■ Source information
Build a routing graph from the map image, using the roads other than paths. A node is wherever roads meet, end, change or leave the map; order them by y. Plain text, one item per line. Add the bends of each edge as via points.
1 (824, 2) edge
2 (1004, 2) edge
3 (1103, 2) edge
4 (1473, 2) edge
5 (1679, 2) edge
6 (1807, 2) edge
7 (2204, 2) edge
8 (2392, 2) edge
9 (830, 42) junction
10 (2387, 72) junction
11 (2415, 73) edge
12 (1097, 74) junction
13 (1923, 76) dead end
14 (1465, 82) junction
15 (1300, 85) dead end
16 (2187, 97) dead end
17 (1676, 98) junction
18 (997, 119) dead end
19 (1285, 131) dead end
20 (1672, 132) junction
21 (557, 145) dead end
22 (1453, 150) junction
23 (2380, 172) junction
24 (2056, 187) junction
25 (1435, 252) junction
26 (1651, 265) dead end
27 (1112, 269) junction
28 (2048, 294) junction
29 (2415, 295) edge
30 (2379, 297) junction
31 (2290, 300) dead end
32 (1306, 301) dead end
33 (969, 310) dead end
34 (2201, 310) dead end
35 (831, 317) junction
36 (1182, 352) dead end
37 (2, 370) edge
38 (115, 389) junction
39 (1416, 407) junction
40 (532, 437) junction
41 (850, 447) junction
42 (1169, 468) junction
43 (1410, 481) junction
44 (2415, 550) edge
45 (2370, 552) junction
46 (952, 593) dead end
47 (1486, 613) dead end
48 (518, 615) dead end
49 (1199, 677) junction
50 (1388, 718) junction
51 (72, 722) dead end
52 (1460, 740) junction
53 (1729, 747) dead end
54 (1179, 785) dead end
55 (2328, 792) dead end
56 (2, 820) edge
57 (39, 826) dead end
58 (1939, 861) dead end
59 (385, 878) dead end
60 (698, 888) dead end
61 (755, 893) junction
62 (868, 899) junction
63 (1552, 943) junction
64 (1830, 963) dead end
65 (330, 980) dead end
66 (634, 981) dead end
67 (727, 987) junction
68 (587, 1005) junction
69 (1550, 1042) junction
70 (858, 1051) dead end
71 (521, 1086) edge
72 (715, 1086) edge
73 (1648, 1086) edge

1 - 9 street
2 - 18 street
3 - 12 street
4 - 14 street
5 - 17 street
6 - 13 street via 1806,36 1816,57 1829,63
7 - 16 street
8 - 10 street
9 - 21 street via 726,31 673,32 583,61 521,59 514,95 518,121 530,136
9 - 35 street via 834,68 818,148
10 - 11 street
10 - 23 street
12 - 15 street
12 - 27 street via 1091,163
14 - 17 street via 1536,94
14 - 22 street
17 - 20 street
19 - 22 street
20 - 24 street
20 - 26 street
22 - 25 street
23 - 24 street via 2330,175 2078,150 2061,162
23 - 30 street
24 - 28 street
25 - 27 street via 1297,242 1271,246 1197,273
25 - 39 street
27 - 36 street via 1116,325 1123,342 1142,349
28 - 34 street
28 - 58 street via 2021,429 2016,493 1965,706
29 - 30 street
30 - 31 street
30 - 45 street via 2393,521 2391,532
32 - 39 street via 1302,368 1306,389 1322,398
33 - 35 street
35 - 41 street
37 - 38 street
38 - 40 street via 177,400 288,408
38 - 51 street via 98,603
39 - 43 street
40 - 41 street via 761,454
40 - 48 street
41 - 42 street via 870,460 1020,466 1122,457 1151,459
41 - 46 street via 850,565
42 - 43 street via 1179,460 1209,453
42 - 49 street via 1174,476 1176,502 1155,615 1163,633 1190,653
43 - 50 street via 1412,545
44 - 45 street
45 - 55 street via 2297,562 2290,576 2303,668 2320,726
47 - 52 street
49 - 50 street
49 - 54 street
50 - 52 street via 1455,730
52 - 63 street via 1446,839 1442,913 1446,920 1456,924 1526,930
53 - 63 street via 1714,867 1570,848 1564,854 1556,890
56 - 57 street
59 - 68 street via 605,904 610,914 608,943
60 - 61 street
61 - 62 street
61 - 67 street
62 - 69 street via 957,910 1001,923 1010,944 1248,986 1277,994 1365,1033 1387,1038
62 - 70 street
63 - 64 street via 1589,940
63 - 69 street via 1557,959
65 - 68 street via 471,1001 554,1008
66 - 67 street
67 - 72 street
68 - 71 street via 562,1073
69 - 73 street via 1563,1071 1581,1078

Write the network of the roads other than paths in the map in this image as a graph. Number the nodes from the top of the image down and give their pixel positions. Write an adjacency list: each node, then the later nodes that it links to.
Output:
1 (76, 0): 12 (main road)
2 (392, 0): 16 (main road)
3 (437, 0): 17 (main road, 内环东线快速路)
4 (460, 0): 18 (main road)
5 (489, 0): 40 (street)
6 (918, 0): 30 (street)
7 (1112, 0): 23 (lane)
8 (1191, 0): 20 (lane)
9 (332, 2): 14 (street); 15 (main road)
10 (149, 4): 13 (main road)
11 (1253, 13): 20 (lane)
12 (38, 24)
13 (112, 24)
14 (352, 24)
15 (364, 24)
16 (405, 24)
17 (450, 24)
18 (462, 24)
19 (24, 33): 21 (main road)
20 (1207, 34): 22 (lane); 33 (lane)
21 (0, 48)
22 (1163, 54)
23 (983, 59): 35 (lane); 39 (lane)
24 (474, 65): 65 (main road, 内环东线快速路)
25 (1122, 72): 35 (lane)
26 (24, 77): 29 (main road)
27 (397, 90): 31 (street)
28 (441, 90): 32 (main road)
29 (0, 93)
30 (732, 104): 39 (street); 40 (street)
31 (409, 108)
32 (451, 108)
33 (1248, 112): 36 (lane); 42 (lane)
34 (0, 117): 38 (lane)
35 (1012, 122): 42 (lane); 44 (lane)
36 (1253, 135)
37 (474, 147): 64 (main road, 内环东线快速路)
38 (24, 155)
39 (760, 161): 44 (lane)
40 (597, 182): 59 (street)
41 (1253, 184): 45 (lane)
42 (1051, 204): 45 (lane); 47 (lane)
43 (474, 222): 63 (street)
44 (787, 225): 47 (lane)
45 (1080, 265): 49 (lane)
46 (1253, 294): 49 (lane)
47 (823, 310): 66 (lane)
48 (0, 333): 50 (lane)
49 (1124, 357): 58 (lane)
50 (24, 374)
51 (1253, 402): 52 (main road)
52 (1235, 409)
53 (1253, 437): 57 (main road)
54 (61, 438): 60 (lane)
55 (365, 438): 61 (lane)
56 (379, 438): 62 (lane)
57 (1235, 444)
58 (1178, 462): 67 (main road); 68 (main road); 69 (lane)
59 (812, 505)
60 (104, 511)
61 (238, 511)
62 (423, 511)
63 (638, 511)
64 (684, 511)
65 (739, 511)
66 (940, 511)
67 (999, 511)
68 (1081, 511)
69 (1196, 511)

■ Try it
Copy the records out again word for word.

■ Task response
Build a routing graph from the map image, using the roads other than paths. A node is wherever roads meet, end, change or leave the map; order them by y. Plain text, one item per line. Add the bends of each edge as via points.
1 (824, 2) edge
2 (1004, 2) edge
3 (1103, 2) edge
4 (1473, 2) edge
5 (1679, 2) edge
6 (1807, 2) edge
7 (2204, 2) edge
8 (2392, 2) edge
9 (830, 42) junction
10 (2387, 72) junction
11 (2415, 73) edge
12 (1097, 74) junction
13 (1923, 76) dead end
14 (1465, 82) junction
15 (1300, 85) dead end
16 (2187, 97) dead end
17 (1676, 98) junction
18 (997, 119) dead end
19 (1285, 131) dead end
20 (1672, 132) junction
21 (557, 145) dead end
22 (1453, 150) junction
23 (2380, 172) junction
24 (2056, 187) junction
25 (1435, 252) junction
26 (1651, 265) dead end
27 (1112, 269) junction
28 (2048, 294) junction
29 (2415, 295) edge
30 (2379, 297) junction
31 (2290, 300) dead end
32 (1306, 301) dead end
33 (969, 310) dead end
34 (2201, 310) dead end
35 (831, 317) junction
36 (1182, 352) dead end
37 (2, 370) edge
38 (115, 389) junction
39 (1416, 407) junction
40 (532, 437) junction
41 (850, 447) junction
42 (1169, 468) junction
43 (1410, 481) junction
44 (2415, 550) edge
45 (2370, 552) junction
46 (952, 593) dead end
47 (1486, 613) dead end
48 (518, 615) dead end
49 (1199, 677) junction
50 (1388, 718) junction
51 (72, 722) dead end
52 (1460, 740) junction
53 (1729, 747) dead end
54 (1179, 785) dead end
55 (2328, 792) dead end
56 (2, 820) edge
57 (39, 826) dead end
58 (1939, 861) dead end
59 (385, 878) dead end
60 (698, 888) dead end
61 (755, 893) junction
62 (868, 899) junction
63 (1552, 943) junction
64 (1830, 963) dead end
65 (330, 980) dead end
66 (634, 981) dead end
67 (727, 987) junction
68 (587, 1005) junction
69 (1550, 1042) junction
70 (858, 1051) dead end
71 (521, 1086) edge
72 (715, 1086) edge
73 (1648, 1086) edge

1 - 9 street
2 - 18 street
3 - 12 street
4 - 14 street
5 - 17 street
6 - 13 street via 1806,36 1816,57 1829,63
7 - 16 street
8 - 10 street
9 - 21 street via 726,31 673,32 583,61 521,59 514,95 518,121 530,136
9 - 35 street via 834,68 818,148
10 - 11 street
10 - 23 street
12 - 15 street
12 - 27 street via 1091,163
14 - 17 street via 1536,94
14 - 22 street
17 - 20 street
19 - 22 street
20 - 24 street
20 - 26 street
22 - 25 street
23 - 24 street via 2330,175 2078,150 2061,162
23 - 30 street
24 - 28 street
25 - 27 street via 1297,242 1271,246 1197,273
25 - 39 street
27 - 36 street via 1116,325 1123,342 1142,349
28 - 34 street
28 - 58 street via 2021,429 2016,493 1965,706
29 - 30 street
30 - 31 street
30 - 45 street via 2393,521 2391,532
32 - 39 street via 1302,368 1306,389 1322,398
33 - 35 street
35 - 41 street
37 - 38 street
38 - 40 street via 177,400 288,408
38 - 51 street via 98,603
39 - 43 street
40 - 41 street via 761,454
40 - 48 street
41 - 42 street via 870,460 1020,466 1122,457 1151,459
41 - 46 street via 850,565
42 - 43 street via 1179,460 1209,453
42 - 49 street via 1174,476 1176,502 1155,615 1163,633 1190,653
43 - 50 street via 1412,545
44 - 45 street
45 - 55 street via 2297,562 2290,576 2303,668 2320,726
47 - 52 street
49 - 50 street
49 - 54 street
50 - 52 street via 1455,730
52 - 63 street via 1446,839 1442,913 1446,920 1456,924 1526,930
53 - 63 street via 1714,867 1570,848 1564,854 1556,890
56 - 57 street
59 - 68 street via 605,904 610,914 608,943
60 - 61 street
61 - 62 street
61 - 67 street
62 - 69 street via 957,910 1001,923 1010,944 1248,986 1277,994 1365,1033 1387,1038
62 - 70 street
63 - 64 street via 1589,940
63 - 69 street via 1557,959
65 - 68 street via 471,1001 554,1008
66 - 67 street
67 - 72 street
68 - 71 street via 562,1073
69 - 73 street via 1563,1071 1581,1078

Write the network of the roads other than paths in the map in this image as a graph. Number the nodes from the top of the image down and give their pixel positions. Write an adjacency list: each node, then the later nodes that it links to.
Output:
1 (76, 0): 12 (main road)
2 (392, 0): 16 (main road)
3 (437, 0): 17 (main road, 内环东线快速路)
4 (460, 0): 18 (main road)
5 (489, 0): 40 (street)
6 (918, 0): 30 (street)
7 (1112, 0): 23 (lane)
8 (1191, 0): 20 (lane)
9 (332, 2): 14 (street); 15 (main road)
10 (149, 4): 13 (main road)
11 (1253, 13): 20 (lane)
12 (38, 24)
13 (112, 24)
14 (352, 24)
15 (364, 24)
16 (405, 24)
17 (450, 24)
18 (462, 24)
19 (24, 33): 21 (main road)
20 (1207, 34): 22 (lane); 33 (lane)
21 (0, 48)
22 (1163, 54)
23 (983, 59): 35 (lane); 39 (lane)
24 (474, 65): 65 (main road, 内环东线快速路)
25 (1122, 72): 35 (lane)
26 (24, 77): 29 (main road)
27 (397, 90): 31 (street)
28 (441, 90): 32 (main road)
29 (0, 93)
30 (732, 104): 39 (street); 40 (street)
31 (409, 108)
32 (451, 108)
33 (1248, 112): 36 (lane); 42 (lane)
34 (0, 117): 38 (lane)
35 (1012, 122): 42 (lane); 44 (lane)
36 (1253, 135)
37 (474, 147): 64 (main road, 内环东线快速路)
38 (24, 155)
39 (760, 161): 44 (lane)
40 (597, 182): 59 (street)
41 (1253, 184): 45 (lane)
42 (1051, 204): 45 (lane); 47 (lane)
43 (474, 222): 63 (street)
44 (787, 225): 47 (lane)
45 (1080, 265): 49 (lane)
46 (1253, 294): 49 (lane)
47 (823, 310): 66 (lane)
48 (0, 333): 50 (lane)
49 (1124, 357): 58 (lane)
50 (24, 374)
51 (1253, 402): 52 (main road)
52 (1235, 409)
53 (1253, 437): 57 (main road)
54 (61, 438): 60 (lane)
55 (365, 438): 61 (lane)
56 (379, 438): 62 (lane)
57 (1235, 444)
58 (1178, 462): 67 (main road); 68 (main road); 69 (lane)
59 (812, 505)
60 (104, 511)
61 (238, 511)
62 (423, 511)
63 (638, 511)
64 (684, 511)
65 (739, 511)
66 (940, 511)
67 (999, 511)
68 (1081, 511)
69 (1196, 511)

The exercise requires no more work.